Newmont announced in January the all-stock merger agreement, which would pay shareholders of Canada's Goldcorp a 17% premium and create the world's largest gold producer.

Barrick Gold Corp., currently the leading gold producer and a longtime Newmont suitor, responded to the deal by threatening a possible hostile bid for its Colorado rival. Instead, Newmont and Barrick announced last week a less ambitious agreement to combine their Nevada gold-mining operations. The two companies estimate the joint venture, to be operated by Barrick, would yield nearly $5 billion in cost cuts and production gains.

Paulson estimated Newmont shareholders would lose about 35% of the planned Nevada gains to Goldcorp shareholders under the current merger agreement. The hedge fund said the 17% premium Newmont is offering Goldcorp shareholders and its potential gains from Nevada are "unjustified" given Goldcorp's record of "poor performance."

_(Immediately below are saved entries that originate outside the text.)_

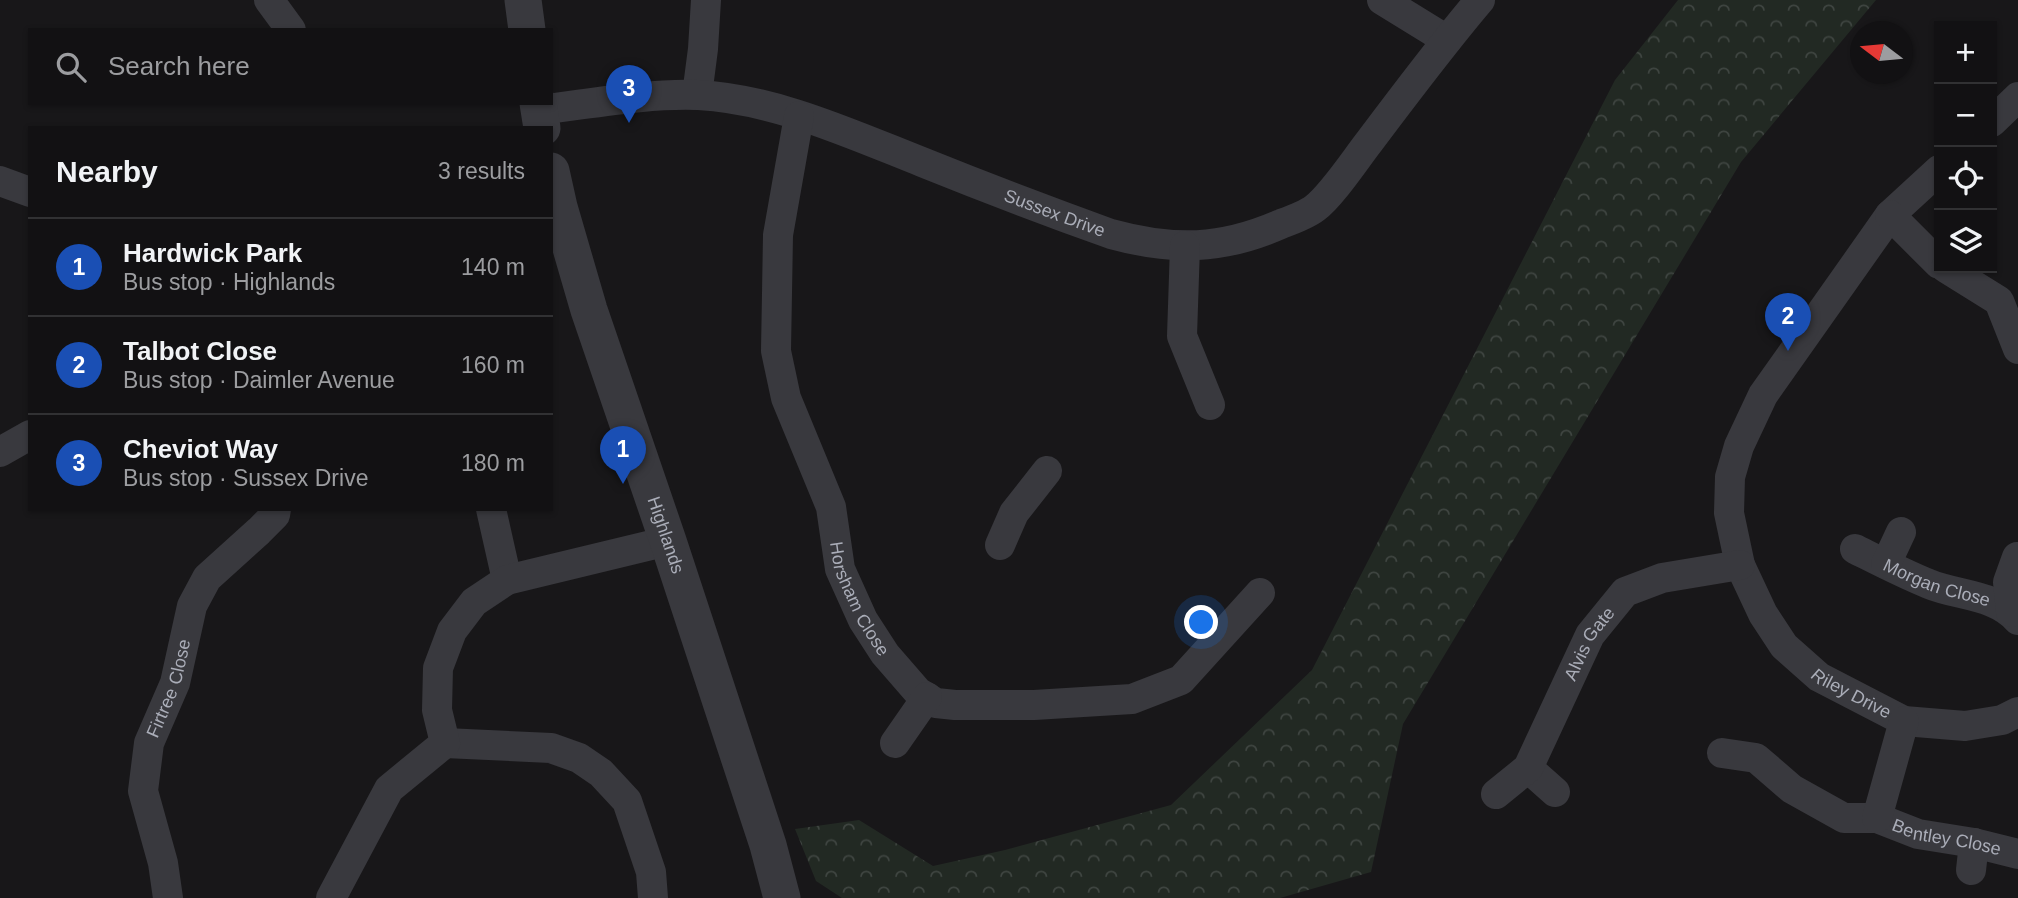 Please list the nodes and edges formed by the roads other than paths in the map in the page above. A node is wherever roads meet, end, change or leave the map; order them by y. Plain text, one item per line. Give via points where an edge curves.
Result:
1 (269, 0) edge
2 (523, 0) edge
3 (706, 0) edge
4 (1382, 0) edge
5 (1480, 0) edge
6 (290, 28) edge
7 (527, 28) edge
8 (1447, 40) junction
9 (696, 95) junction
10 (2018, 97) edge
11 (540, 114) edge
12 (799, 116) junction
13 (1997, 116) edge
14 (1934, 175) edge
15 (553, 180) edge
16 (0, 181) edge
17 (28, 190) edge
18 (1890, 215) junction
19 (1185, 246) junction
20 (1934, 259) edge
21 (1954, 273) edge
22 (2018, 349) edge
23 (1210, 405) dead end
24 (28, 436) edge
25 (0, 452) edge
26 (1047, 471) dead end
27 (276, 511) edge
28 (491, 511) edge
29 (1901, 532) dead end
30 (668, 541) junction
31 (1000, 545) dead end
32 (1855, 549) dead end
33 (2017, 557) edge
34 (1886, 564) junction
35 (1740, 565) junction
36 (507, 580) junction
37 (1260, 593) dead end
38 (2014, 616) edge
39 (927, 697) junction
40 (2018, 712) edge
41 (1904, 721) junction
42 (445, 743) junction
43 (895, 743) dead end
44 (1722, 753) dead end
45 (1528, 768) junction
46 (1555, 792) dead end
47 (1496, 794) dead end
48 (1877, 818) junction
49 (2018, 854) edge
50 (168, 898) edge
51 (331, 898) edge
52 (653, 898) edge
53 (782, 898) edge

1 - 6 street
2 - 7 street
3 - 9 street
4 - 8 street
5 - 8 street, Sussex Drive
8 - 19 street, Sussex Drive via 1315,208 1252,237
9 - 11 street, Sussex Drive via 632,99
9 - 12 street, Sussex Drive via 747,100
10 - 13 street
12 - 19 street, Sussex Drive via 1111,234 1142,243
12 - 39 street, Horsham Close via 778,235 776,351 786,398 831,506 840,569 863,620 885,654
14 - 18 street, Riley Drive
15 - 30 street, Highlands via 589,310
16 - 17 street
18 - 20 street
18 - 35 street, Riley Drive via 1763,395 1738,446 1730,477 1729,513
19 - 23 street via 1182,336
21 - 22 street via 1999,301
24 - 25 street
26 - 31 street via 1014,513
27 - 50 street, Firtree Close via 207,578 192,606 176,683 149,743 143,791
28 - 36 street
29 - 34 street
30 - 36 street
30 - 53 street, Highlands
32 - 34 street, Morgan Close
33 - 38 street via 2008,582
34 - 38 street, Morgan Close via 1931,585 1989,601
35 - 41 street, Riley Drive via 1784,646 1819,677
35 - 45 street, Alvis Gate via 1662,578 1625,592 1590,635
36 - 42 street via 474,602 452,631 438,667 437,710
37 - 39 street, Horsham Close via 1181,680 1132,699 955,705
39 - 43 street
40 - 41 street, Riley Drive via 2002,720 1965,726
41 - 48 street, Bentley Close
42 - 51 street via 389,789
42 - 52 street via 551,748 579,758 601,773 627,801 651,872
44 - 48 street, Bentley Close via 1756,758 1792,789 1844,818
45 - 46 street
45 - 47 street, Alvis Gate
48 - 49 street, Bentley Close via 1973,856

Goldcorp's share price had fallen about 75% from its 2011 peak before the merger pact was announced in January. The planned deal has met resistance from other Newmont shareholders and financial analysts.

Paulson said it would support the merger if the deal eliminated the premium being paid. That would require dropping the agreed-upon exchange ratio to 0.254 Newmont share paid for each share of Goldcorp from the current rate of 0.328.

Newmont and Goldcorp shareholders are set to vote on the proposed combination next month. Newmont has agreed to pay Goldcorp a $650 million breakup fee if the merger fails. But Paulson said in its letter that the fee isn't required if Newmont shareholders reject the deal.

A Goldcorp spokeswoman wasn't immediately available for comment.

Write to Jacquie McNish at Jacquie.McNish@wsj.com

 

(END) Dow Jones Newswires

March 22, 2019 02:47 ET (06:47 GMT)

Copyright (c) 2019 Dow Jones & Company, Inc.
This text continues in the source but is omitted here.